• **REQUIRED ACTION**
Copy every record below exactly as it stands.

• **Data items**
● ● ● ●
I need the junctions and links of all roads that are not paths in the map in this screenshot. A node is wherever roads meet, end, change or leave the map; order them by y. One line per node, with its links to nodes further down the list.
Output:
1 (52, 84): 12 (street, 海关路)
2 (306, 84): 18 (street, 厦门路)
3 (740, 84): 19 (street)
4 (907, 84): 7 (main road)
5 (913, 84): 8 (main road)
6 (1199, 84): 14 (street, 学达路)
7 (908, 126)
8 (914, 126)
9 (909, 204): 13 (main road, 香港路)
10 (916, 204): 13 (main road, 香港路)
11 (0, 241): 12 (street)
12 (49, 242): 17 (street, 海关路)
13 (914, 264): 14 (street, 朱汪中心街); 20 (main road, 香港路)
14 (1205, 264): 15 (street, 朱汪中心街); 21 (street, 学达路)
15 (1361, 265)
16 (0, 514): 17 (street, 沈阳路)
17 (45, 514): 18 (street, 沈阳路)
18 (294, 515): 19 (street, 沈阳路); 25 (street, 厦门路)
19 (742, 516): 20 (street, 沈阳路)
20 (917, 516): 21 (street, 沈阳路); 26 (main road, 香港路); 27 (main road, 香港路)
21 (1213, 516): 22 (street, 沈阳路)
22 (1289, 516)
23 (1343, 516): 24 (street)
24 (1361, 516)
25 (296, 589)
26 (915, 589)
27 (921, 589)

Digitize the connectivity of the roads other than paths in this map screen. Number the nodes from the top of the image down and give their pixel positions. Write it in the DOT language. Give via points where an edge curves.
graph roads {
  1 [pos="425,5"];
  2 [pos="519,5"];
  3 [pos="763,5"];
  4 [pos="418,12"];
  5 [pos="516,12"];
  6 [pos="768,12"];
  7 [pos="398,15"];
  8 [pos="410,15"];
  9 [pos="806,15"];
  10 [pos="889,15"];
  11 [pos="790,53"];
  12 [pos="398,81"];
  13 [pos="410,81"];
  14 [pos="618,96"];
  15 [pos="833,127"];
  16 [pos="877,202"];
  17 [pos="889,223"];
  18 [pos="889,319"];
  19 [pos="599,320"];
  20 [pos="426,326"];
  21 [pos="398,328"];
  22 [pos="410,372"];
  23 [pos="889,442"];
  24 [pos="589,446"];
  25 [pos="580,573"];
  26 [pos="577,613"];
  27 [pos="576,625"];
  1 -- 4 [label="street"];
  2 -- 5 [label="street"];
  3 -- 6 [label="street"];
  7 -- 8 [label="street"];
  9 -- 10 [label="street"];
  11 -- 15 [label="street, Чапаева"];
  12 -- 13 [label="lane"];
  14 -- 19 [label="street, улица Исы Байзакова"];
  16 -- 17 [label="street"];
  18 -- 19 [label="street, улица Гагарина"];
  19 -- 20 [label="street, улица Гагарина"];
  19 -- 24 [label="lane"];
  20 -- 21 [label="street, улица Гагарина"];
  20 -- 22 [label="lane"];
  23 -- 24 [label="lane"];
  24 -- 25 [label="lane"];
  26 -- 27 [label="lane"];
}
● ● ● ●
• **OUTPUT OF THE EXERCISE**
I need the junctions and links of all roads that are not paths in the map in this screenshot. A node is wherever roads meet, end, change or leave the map; order them by y. One line per node, with its links to nodes further down the list.
Output:
1 (52, 84): 12 (street, 海关路)
2 (306, 84): 18 (street, 厦门路)
3 (740, 84): 19 (street)
4 (907, 84): 7 (main road)
5 (913, 84): 8 (main road)
6 (1199, 84): 14 (street, 学达路)
7 (908, 126)
8 (914, 126)
9 (909, 204): 13 (main road, 香港路)
10 (916, 204): 13 (main road, 香港路)
11 (0, 241): 12 (street)
12 (49, 242): 17 (street, 海关路)
13 (914, 264): 14 (street, 朱汪中心街); 20 (main road, 香港路)
14 (1205, 264): 15 (street, 朱汪中心街); 21 (street, 学达路)
15 (1361, 265)
16 (0, 514): 17 (street, 沈阳路)
17 (45, 514): 18 (street, 沈阳路)
18 (294, 515): 19 (street, 沈阳路); 25 (street, 厦门路)
19 (742, 516): 20 (street, 沈阳路)
20 (917, 516): 21 (street, 沈阳路); 26 (main road, 香港路); 27 (main road, 香港路)
21 (1213, 516): 22 (street, 沈阳路)
22 (1289, 516)
23 (1343, 516): 24 (street)
24 (1361, 516)
25 (296, 589)
26 (915, 589)
27 (921, 589)

Digitize the connectivity of the roads other than paths in this map screen. Number the nodes from the top of the image down and give their pixel positions. Write it in the DOT language. Give via points where an edge curves.
graph roads {
  1 [pos="425,5"];
  2 [pos="519,5"];
  3 [pos="763,5"];
  4 [pos="418,12"];
  5 [pos="516,12"];
  6 [pos="768,12"];
  7 [pos="398,15"];
  8 [pos="410,15"];
  9 [pos="806,15"];
  10 [pos="889,15"];
  11 [pos="790,53"];
  12 [pos="398,81"];
  13 [pos="410,81"];
  14 [pos="618,96"];
  15 [pos="833,127"];
  16 [pos="877,202"];
  17 [pos="889,223"];
  18 [pos="889,319"];
  19 [pos="599,320"];
  20 [pos="426,326"];
  21 [pos="398,328"];
  22 [pos="410,372"];
  23 [pos="889,442"];
  24 [pos="589,446"];
  25 [pos="580,573"];
  26 [pos="577,613"];
  27 [pos="576,625"];
  1 -- 4 [label="street"];
  2 -- 5 [label="street"];
  3 -- 6 [label="street"];
  7 -- 8 [label="street"];
  9 -- 10 [label="street"];
  11 -- 15 [label="street, Чапаева"];
  12 -- 13 [label="lane"];
  14 -- 19 [label="street, улица Исы Байзакова"];
  16 -- 17 [label="street"];
  18 -- 19 [label="street, улица Гагарина"];
  19 -- 20 [label="street, улица Гагарина"];
  19 -- 24 [label="lane"];
  20 -- 21 [label="street, улица Гагарина"];
  20 -- 22 [label="lane"];
  23 -- 24 [label="lane"];
  24 -- 25 [label="lane"];
  26 -- 27 [label="lane"];
}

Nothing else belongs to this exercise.